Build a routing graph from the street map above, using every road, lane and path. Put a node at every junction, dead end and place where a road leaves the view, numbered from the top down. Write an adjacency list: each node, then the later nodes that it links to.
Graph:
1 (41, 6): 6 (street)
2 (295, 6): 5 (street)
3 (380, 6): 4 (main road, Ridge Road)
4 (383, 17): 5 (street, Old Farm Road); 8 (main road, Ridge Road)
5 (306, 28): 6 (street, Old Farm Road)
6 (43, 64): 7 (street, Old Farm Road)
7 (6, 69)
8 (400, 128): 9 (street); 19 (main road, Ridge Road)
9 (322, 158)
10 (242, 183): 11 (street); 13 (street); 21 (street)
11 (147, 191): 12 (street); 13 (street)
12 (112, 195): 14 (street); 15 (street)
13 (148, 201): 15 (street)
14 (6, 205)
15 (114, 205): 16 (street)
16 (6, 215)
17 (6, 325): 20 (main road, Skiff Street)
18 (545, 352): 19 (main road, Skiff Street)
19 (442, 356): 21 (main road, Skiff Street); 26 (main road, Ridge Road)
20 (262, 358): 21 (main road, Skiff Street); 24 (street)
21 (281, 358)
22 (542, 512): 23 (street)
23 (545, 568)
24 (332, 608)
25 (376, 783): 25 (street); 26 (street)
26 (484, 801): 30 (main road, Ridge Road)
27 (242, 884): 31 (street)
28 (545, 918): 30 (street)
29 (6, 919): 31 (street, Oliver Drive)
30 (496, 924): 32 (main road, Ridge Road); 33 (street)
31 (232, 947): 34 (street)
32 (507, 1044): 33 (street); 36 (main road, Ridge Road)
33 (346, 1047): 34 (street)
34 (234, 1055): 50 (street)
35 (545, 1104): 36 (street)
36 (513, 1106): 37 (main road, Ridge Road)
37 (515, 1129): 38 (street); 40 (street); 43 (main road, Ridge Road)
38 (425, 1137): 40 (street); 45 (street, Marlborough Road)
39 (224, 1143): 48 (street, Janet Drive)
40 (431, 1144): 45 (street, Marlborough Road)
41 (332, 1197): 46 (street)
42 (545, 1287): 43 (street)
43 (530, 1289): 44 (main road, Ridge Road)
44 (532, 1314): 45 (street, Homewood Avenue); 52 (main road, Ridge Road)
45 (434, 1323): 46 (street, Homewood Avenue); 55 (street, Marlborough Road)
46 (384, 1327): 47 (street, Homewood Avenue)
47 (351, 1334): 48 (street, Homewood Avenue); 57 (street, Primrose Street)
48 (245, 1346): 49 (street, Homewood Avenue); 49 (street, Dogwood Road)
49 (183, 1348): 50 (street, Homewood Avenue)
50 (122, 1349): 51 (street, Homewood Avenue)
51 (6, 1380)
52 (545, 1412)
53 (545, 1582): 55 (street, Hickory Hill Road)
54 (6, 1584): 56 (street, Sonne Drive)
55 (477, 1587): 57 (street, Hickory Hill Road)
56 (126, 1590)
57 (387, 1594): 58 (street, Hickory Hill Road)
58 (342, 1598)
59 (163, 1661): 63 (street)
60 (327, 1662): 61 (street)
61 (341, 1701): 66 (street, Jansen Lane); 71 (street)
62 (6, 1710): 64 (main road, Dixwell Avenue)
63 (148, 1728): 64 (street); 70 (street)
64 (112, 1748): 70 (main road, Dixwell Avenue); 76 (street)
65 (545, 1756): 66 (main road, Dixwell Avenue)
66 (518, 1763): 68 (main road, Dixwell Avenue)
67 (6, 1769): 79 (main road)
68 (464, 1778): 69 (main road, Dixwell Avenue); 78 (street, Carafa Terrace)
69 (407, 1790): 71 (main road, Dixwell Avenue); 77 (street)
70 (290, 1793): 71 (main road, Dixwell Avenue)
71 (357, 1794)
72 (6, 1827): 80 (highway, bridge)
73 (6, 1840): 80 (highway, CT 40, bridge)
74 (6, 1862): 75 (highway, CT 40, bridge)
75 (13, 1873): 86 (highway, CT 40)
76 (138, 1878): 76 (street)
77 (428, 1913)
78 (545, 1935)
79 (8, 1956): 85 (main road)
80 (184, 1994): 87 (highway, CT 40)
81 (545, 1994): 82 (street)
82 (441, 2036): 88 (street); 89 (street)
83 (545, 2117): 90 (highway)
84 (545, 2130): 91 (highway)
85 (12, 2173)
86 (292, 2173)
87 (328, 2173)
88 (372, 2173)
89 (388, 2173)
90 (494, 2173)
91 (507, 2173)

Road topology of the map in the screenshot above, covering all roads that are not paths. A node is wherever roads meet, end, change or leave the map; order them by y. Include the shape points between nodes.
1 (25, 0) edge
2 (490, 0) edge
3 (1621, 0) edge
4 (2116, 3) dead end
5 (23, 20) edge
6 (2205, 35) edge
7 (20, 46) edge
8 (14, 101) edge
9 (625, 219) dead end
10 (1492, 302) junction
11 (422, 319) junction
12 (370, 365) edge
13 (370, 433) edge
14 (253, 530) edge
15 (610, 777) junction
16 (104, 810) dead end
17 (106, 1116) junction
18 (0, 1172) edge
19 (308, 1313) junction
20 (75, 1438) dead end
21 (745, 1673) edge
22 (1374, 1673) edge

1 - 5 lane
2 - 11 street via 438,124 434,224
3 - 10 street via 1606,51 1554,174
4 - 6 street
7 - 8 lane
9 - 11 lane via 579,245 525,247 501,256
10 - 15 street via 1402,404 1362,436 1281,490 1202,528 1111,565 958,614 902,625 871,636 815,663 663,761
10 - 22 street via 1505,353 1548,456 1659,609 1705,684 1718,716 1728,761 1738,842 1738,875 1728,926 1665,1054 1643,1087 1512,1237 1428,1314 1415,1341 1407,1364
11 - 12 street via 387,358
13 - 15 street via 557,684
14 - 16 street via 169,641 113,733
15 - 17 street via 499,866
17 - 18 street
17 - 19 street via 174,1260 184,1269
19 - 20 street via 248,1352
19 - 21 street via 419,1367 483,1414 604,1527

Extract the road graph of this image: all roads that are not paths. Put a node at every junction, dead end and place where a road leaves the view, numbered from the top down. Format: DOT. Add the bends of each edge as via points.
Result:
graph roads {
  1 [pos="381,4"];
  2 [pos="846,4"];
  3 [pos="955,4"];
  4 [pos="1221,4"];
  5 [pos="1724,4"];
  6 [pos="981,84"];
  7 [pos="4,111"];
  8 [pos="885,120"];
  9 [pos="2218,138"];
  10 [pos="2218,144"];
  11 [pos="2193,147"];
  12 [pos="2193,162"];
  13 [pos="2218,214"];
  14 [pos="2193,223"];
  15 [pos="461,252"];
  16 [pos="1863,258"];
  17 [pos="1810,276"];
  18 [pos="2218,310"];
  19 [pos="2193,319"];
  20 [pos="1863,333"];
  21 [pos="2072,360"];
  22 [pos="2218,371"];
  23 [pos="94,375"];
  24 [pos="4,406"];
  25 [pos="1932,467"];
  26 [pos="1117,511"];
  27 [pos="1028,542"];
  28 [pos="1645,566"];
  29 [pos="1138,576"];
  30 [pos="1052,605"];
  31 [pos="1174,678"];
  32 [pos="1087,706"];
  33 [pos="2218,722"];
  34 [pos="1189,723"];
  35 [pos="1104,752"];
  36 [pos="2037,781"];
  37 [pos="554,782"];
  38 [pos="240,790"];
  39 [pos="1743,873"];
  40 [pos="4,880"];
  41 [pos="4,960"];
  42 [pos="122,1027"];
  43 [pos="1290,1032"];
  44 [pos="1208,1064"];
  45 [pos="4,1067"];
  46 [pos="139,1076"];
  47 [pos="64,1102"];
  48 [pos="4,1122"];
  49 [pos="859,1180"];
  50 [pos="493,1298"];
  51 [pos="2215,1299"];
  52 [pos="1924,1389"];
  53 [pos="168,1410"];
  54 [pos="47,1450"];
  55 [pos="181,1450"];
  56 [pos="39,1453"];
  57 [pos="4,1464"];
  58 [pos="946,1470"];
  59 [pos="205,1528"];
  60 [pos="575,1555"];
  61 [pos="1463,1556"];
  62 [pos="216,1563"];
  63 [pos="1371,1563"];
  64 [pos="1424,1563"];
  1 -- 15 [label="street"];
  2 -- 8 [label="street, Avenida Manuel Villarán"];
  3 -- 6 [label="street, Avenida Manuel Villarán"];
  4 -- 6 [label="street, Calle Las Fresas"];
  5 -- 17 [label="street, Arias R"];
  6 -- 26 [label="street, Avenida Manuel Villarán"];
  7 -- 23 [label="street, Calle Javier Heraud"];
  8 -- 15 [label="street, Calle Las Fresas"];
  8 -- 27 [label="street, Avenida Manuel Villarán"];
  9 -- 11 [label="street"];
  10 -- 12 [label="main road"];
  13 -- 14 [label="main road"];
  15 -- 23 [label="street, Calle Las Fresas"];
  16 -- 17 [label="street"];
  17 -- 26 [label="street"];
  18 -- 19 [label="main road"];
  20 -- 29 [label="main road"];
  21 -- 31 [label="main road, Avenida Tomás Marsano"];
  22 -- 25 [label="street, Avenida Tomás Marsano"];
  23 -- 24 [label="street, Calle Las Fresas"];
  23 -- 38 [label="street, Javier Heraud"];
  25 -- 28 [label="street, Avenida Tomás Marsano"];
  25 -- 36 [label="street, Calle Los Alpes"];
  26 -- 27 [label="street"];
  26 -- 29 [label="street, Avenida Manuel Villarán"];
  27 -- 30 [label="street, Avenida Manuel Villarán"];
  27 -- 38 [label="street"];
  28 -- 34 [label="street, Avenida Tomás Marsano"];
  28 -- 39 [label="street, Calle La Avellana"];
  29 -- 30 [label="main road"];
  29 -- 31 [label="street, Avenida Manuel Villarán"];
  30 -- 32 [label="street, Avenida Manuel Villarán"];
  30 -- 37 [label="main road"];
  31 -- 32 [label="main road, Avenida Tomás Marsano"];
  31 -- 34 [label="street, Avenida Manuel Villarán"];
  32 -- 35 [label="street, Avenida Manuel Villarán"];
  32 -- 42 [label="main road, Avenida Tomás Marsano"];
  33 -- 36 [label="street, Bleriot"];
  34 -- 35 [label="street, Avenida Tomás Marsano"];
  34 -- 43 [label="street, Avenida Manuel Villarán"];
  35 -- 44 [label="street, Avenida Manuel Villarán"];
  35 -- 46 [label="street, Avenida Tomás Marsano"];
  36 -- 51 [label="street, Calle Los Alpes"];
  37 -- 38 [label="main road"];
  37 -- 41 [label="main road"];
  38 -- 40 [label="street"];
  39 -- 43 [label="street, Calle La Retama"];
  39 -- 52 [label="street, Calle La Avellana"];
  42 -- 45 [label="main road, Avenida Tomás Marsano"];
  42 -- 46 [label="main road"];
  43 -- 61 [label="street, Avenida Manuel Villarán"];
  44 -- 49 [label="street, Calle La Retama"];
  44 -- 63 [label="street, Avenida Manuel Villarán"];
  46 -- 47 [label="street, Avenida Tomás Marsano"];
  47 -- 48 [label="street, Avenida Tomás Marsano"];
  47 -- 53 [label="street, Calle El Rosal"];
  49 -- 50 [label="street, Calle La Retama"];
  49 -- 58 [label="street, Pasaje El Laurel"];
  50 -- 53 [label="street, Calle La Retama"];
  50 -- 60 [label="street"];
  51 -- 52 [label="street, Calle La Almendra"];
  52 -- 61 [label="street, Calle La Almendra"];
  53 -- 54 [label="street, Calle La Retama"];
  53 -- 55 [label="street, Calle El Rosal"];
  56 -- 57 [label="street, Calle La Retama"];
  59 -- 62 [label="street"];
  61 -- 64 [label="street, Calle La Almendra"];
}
* * *
* What needs to be done *
Each line of the entries above that has the word "Javier" is to be copied.

* Solution to this exercise *
  7 -- 23 [label="street, Calle Javier Heraud"];
  23 -- 38 [label="street, Javier Heraud"];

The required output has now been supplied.